- The 700-page Cox Report, released to
the public today, is missing more than 100 pages that detail White House
involvement in China's extensive theft of U.S. military secrets, material
embarrassing to past Presidents Ronald Reagan and George Bush and details
implicating key officials of the US Department of Energy.
- The details were omitted "for national
security" under a deal between the House Select Committee and the
Clinton White House.
- However, those who have read the full,
unedited, report say it is a stinging indictment of a White House that
clearly helped US secrets fall into the hands of Communist China.
- "There was a pattern of clear and
consistent White House involvement in the transfer of sensitive technology
to China," says one senior Congressional aide who had access to the
report. "The pattern shows, at best, a White House that was incompetent
and, at worst, complicit in the loss of US secrets."

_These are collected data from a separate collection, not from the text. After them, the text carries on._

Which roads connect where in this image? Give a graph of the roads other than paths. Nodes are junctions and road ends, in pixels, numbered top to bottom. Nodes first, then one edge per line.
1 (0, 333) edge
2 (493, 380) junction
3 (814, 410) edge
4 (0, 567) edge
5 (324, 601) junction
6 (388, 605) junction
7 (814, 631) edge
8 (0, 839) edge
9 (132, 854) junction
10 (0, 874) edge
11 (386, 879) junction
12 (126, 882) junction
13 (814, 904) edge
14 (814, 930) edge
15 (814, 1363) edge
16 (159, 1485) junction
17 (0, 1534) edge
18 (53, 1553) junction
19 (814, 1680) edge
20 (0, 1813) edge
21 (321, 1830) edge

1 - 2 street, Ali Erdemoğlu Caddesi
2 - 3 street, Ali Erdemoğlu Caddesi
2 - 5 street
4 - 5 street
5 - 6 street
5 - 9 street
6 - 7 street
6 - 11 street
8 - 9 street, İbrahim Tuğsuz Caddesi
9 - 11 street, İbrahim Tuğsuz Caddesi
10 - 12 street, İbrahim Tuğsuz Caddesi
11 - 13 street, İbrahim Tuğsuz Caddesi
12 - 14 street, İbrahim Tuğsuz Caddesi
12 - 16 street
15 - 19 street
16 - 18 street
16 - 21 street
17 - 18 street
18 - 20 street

- But, under a deal cut by Committee Chairman
Christopher Cox of California and President Bill Clinton, the public will
not see that section of the report and the public version, while damaging,
is not the clear-cut indictment of the White House that some had hoped.
- Unlike a still-classified investigation
by the Central Intelligence Agency, the public Cox report does not connect
the dots between Democratic campaign contributions laundered by the Chinese
government and White House actions to approve transfer of sensitive technology.
- The CIA report established a clear pattern
of political contributions from Chinese sources and the Loral Corp. with
the White House approval of transfer of sensitive technology from Loral
to China. The CIA report also found US Department of Energy officials tried
to cover up discovery of the China spying.
- The public Cox report, however, does
not specifically implicate key US Department of Energy officials. Those
who have read the full, classified, version say there is information that
suggests criminal activity on part of some Energy department officials.
That information, they say, has been turned over to the Justice Department.
- Some Congressional sources say Cox agreed
to the deletions in exchange for also cutting some report sections that
could prove embarrassing for past Presidents Reagan and Bush.
- "Quid pro quo, pure and simple,"
says one aide.
- Others, however, say Cox allowed the
cuts because he is not personally convinced the administration knowingly
sold out the country.
- "The Congressman is not prepared
to publicly indict the President for treason. That is a very serious charge,"
said one aide. "The report that the public will see is, without a
doubt, a pointed example of how the White House put political considerations
above national security, but it does not attempt to assess blame on any
- For example, while the report says the
Clinton administration relaxed restrictions on high-end computer sales
to China in 1996, and 600 have since been sold, it also argues that US
officials have no effective way to determine whether computers sold for
commercial purposes are diverted to military uses.
- However, high-performance computers legally
purchased from US companies have been secretly used by Chinese military
institutes and organizations involved in research and development of nuclear
weapons, missiles, satellites, spacecraft, submarines, aircraft, military
systems, command and control, communications and microwave and laser sensors.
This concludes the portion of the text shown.